The present study has revealed the critical factors influencing flood events in As-Suwayq, such as curvature, elevation, rainfall patterns, slope, NDVI, TWI, TRI, SPI soil types, drainage density, distance from drainage, and distance from roads. This information can aid in developing accurate flood forecasting models, implementing advanced flood warning systems, and guiding urban planning and infrastructure development. Recommendations for flood-resilient construction, drainage systems, and land-use zoning can be proposed based on these factors. Understanding soil and geological factors can guide land and water resource management, such as afforestation, soil conservation, and river channel maintenance. Preserving natural floodplains and wetlands can serve as a natural buffer against flooding. Climate adaptation strategies, such as building flood defences, elevating infrastructure, and enhancing coastal protection, can be recommended. The findings can also be used to educate the local population about flood risks and preparedness, and policymakers can revise disaster risk reduction and flood management policies.

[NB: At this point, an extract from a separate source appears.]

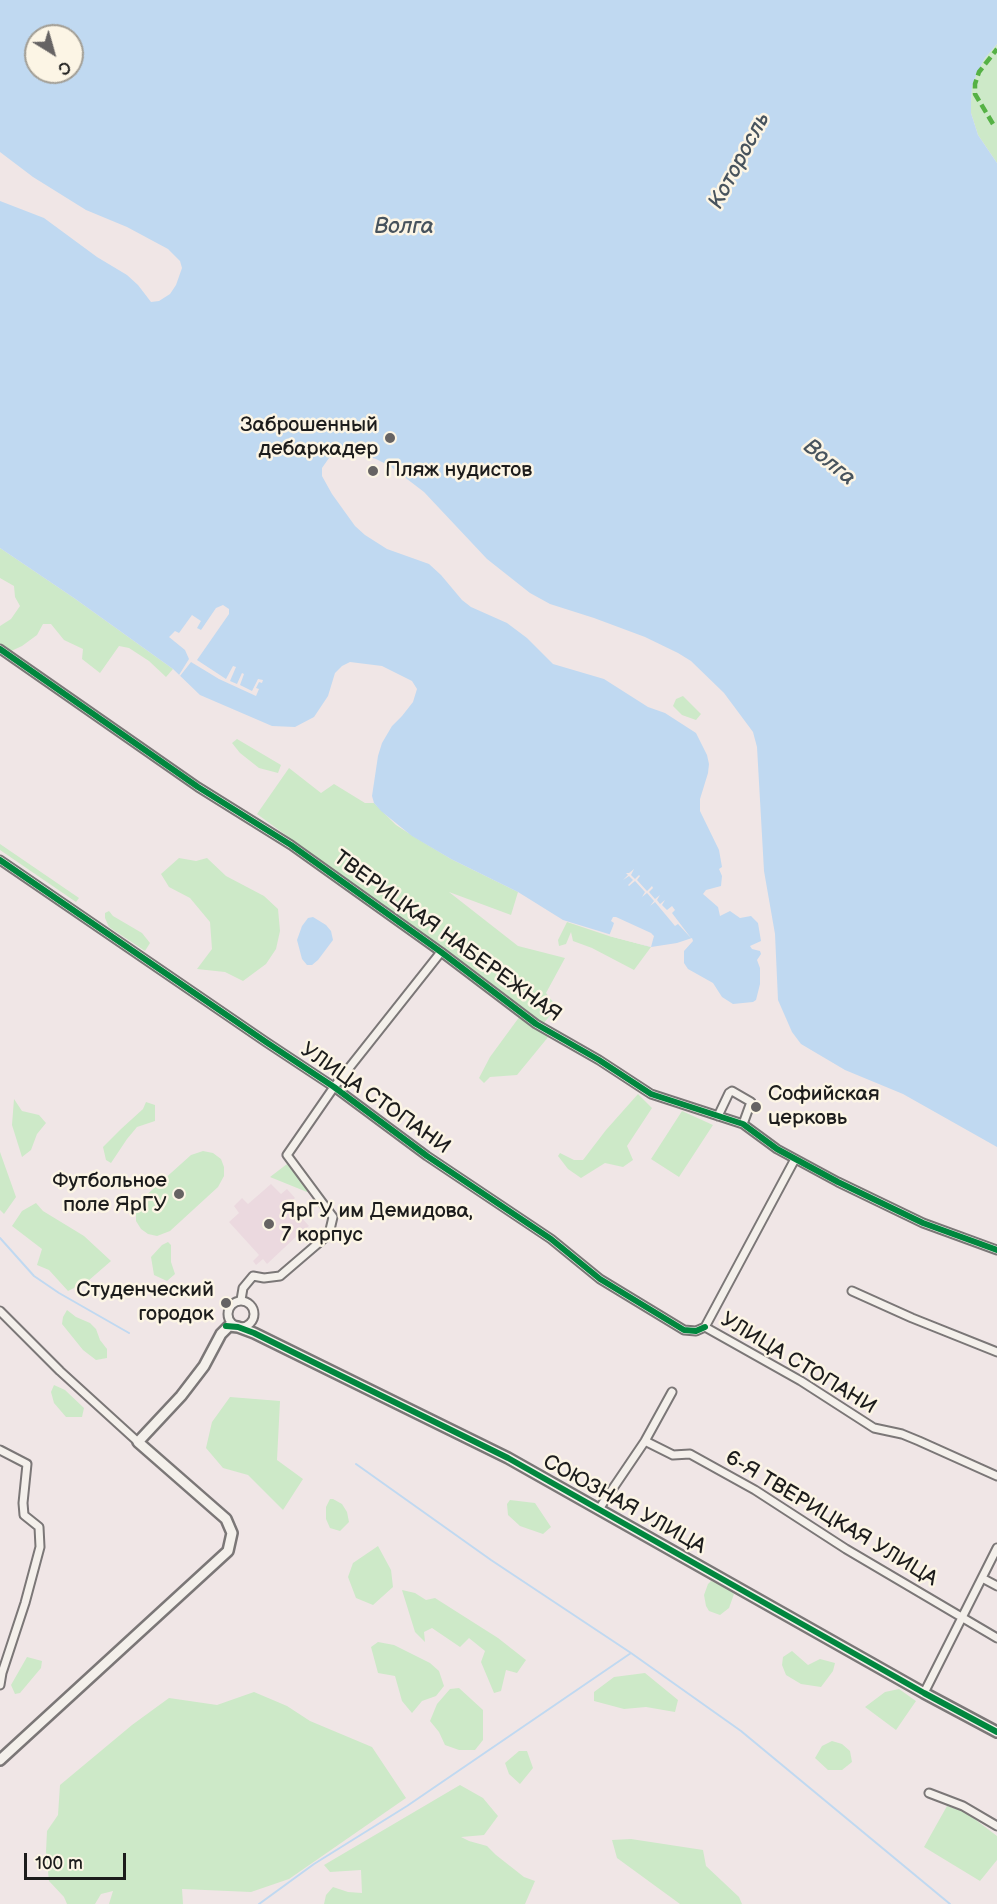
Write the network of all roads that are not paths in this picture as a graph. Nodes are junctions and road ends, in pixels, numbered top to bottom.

However, international collaboration may be necessary for effective transboundary flood management. Regular monitoring of geological, hydrological, and meteorological conditions is crucial. Additionally, ongoing monitoring of geological and hydrological conditions is necessary to respond to changing risk factors over time.

5 Conclusions

In the present study, As-Suwayq City’s vulnerability to flooding was thoroughly investigated using a wide range of scientific factors. These factors included elevation, proximity to rivers, drainage density, geological composition, soil type, annual precipitation, and topography. The study found that elevation was a critical factor, emphasising the need for floodplain management and zoning regulations in low-lying areas. Proximity to rivers and drainage density also significantly contributed to flood vulnerability, highlighting the importance of floodplain management and green infrastructure. Understanding local geology and soil conditions is essential for informed flood risk assessments and land-use planning. Annual rainfall levels played a pivotal role, necessitating the adoption of stormwater management systems in high-rainfall areas. Furthermore, the present study identified variables, such as SPI, TRI, and TWI, as helpful in identifying flash flood–prone regions, calling for improved drainage infrastructure, and reduced impervious surfaces. To protect As-Suwayq City from floods, a comprehensive and proactive approach that considers all these factors in flood risk management strategies and can enhance community safety and resilience is vital. To safeguard Wilayat As-Suwayq against floods, a complete and proactive approach must be devised. To improve community safety and resilience, such a strategy should combine all specified components into flood risk management strategies. More research should be done in the future to improve prediction models, investigate cutting-edge technology for early warning systems, and assess the long-term efficacy of existing flood control techniques. This commitment to continual study and adaptable techniques will be critical to build long-term solutions and ensure the community's safety in the face of shifting flood hazards.